Robotic-assisted surgery (RAS) is established in clinical practice, and automated surgical skill assessment utilizing multimodal data offers transformative potential for surgical analytics and education. However, developing effective multimodal methods remains challenging due to the task complexity, limited annotated datasets and insufficient techniques for cross-modal information fusion. Existing state-of-the-art relies exclusively on RGB video and only applies on dry-lab settings, failing to address the significant domain gap between controlled simulation and real clinical cases, where the surgical environment together with camera and tissue motion introduce substantial complexities. This work introduces SurgFusion-Net and Divergence Regulated Attention (DRA), an innovative fusion strategy for multimodal surgical skill assessment. We contribute two first-of-their-kind clinical datasets: the RAH-skill dataset containing 279,691 RGB frames from 37 videos of Robot-assisted Hysterectomy (RAH), and the RARP-skill dataset containing 70,661 RGB frames from 33 videos of Robot-Assisted Radical Prostatectomy (RARP). Both datasets include M-GEARS skill annotations, corresponding optical flow and tool segmentation masks. DRA incorporates adaptive dual attention and diversity-promoting multi-head attention to fuse multimodal information, from three modalities, based on surgical context, enhancing assessment accuracy and reliability.

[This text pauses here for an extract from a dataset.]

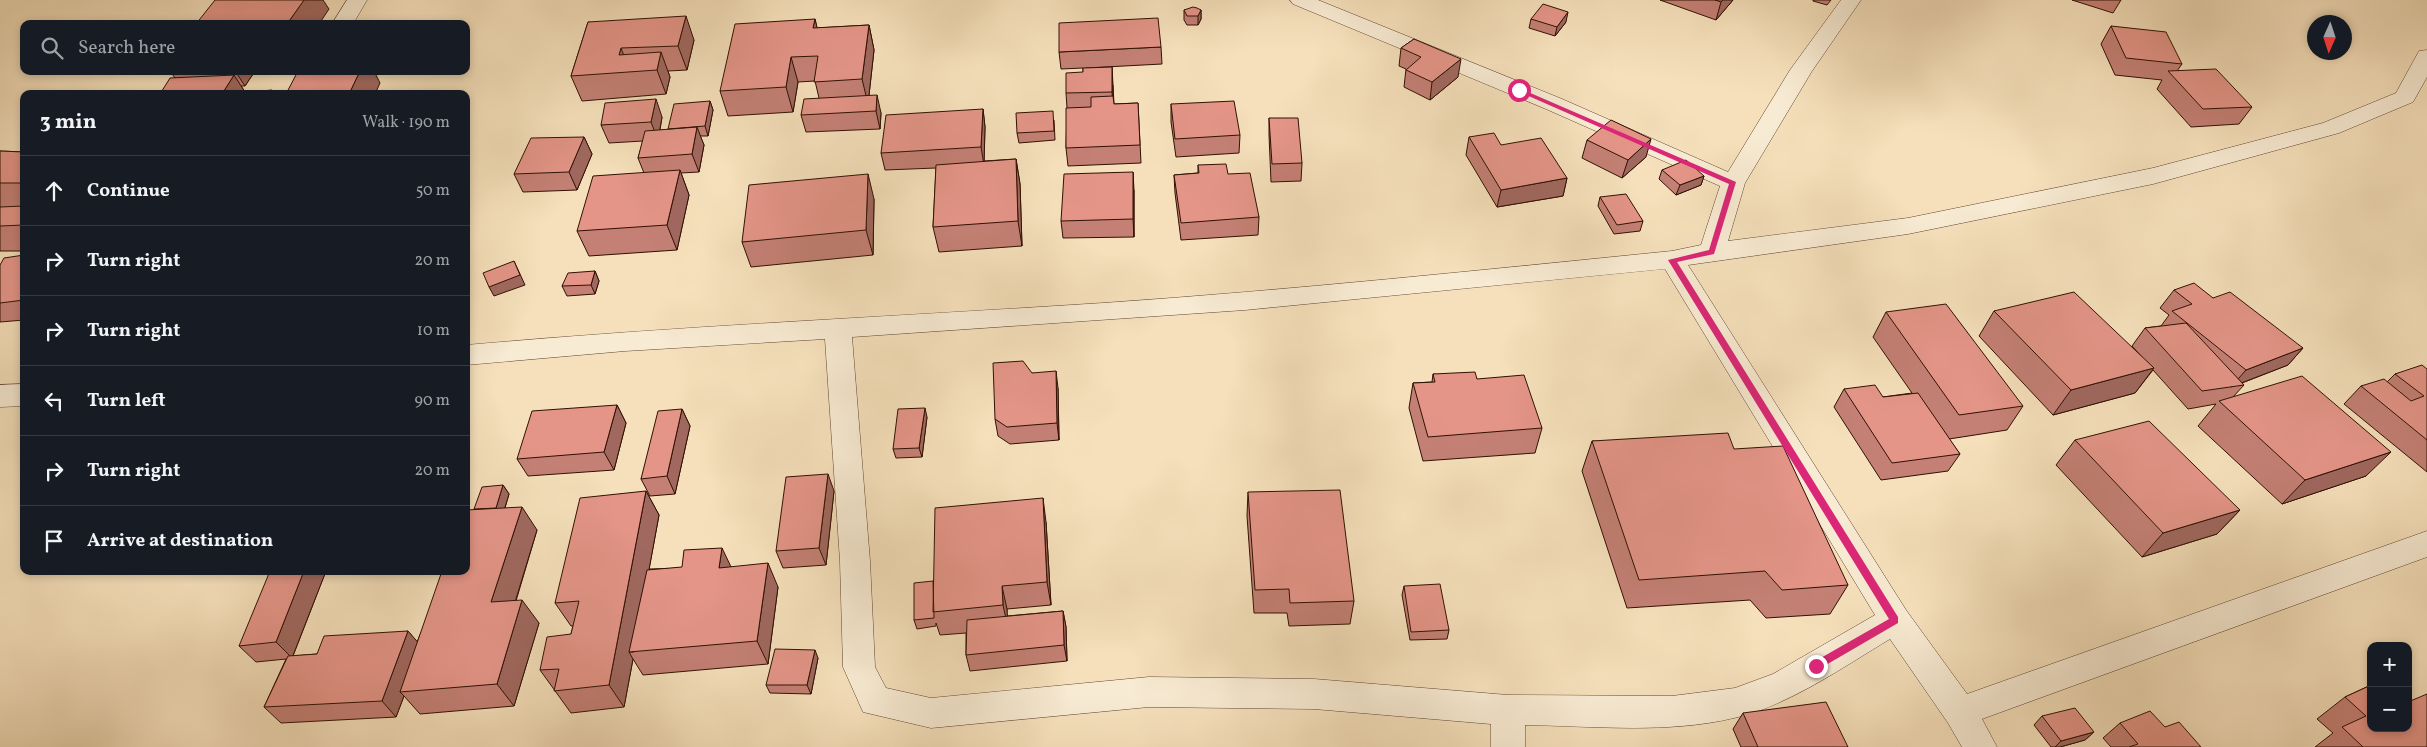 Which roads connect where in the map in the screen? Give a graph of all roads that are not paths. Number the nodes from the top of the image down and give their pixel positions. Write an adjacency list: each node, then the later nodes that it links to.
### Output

Validated on the JIGSAWS benchmark, RAH-skill, and RARP-skill datasets, our approach outperforms recent baselines with SCC improvements of 0.02 in LOSO, 0.04 in LOUO across JIGSAWS tasks, and 0.0538 and 0.0493 gains on RAH-skill and RARP-skill, respectively.
Paper Structure (26 sections, 19 equations, 4 figures, 5 tables)

This paper contains 26 sections, 19 equations, 4 figures, 5 tables.

Figures (4)

  • Figure 1: Examples from the multimodal RAH-skill and RARP-skill datasets, along with the enhanced JIGSAWS dataset. JIGSAWS comprises three tasks: Suturing, Knot Tying, and Needle Passing. All datasets contain RGB frames, optical flow maps, and segmentation masks. In optical flow maps, black background indicates no motion, brightness represents motion speed, and colors indicate motion directions. RAH-skill and RARP-skill include tool segmentation masks, while JIGSAWS contains both tool and reference object masks.
  • Figure 2: SurgFusion-Net: the network consists of three unimodal branches and a multimodal fusion branch. The architecture progressively fuses unimodal features to construct comprehensive multimodal representations for robotic surgical skill assessment.
  • Figure 3: Computation flow of Divergence Regulated Attention. $Q_h$, $K_h$, $V_h$ are query, key, value representations for each head. $\otimes$: matrix multiplication; $\oplus$: element-wise addition; Proj: projection; Sim: similarity.
  • Figure 4: Visualization of attention weights of the cross-stage fusion block (CSFB) in the stage two on RAH-skill dataset. The top left figure displays the attention weights across three modalities on feature sequences, with four purple vertical dashed lines marking the time windows of specific features. Figures (a)-(d) show RGB frames, optical flows, and segmentation masks (from top to bottom in each column) corresponding to time windows T1 to T4. In stage two, each horizontal interval corresponds to about 14 seconds of video.